**Task requirements:**
Please return every line of the records that contains the word "thumb".

**Material for this exercise:**
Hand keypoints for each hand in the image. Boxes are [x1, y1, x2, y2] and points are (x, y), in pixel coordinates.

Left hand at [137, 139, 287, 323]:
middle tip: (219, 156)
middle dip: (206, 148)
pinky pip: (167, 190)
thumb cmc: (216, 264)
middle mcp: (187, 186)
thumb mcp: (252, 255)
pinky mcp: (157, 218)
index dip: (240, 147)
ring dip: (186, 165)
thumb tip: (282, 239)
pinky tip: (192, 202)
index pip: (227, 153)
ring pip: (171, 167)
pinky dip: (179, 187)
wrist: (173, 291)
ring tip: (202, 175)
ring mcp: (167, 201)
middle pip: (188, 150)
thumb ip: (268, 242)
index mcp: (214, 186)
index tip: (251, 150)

...

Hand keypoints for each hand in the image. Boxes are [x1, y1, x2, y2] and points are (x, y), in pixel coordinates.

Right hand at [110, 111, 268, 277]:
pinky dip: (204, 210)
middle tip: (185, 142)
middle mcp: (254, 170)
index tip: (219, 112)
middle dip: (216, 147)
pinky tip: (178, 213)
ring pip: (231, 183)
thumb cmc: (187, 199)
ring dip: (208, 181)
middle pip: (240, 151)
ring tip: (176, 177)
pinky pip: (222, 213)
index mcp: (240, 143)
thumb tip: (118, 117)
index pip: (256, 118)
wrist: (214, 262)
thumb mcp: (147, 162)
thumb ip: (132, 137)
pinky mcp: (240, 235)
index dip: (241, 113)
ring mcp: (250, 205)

**Task answer:**
thumb cmc: (216, 264)
thumb mcp: (252, 255)
thumb tip: (282, 239)
thumb ip: (268, 242)
thumb cmc: (187, 199)
thumb tip: (118, 117)
thumb mcp: (147, 162)
thumb ip: (132, 137)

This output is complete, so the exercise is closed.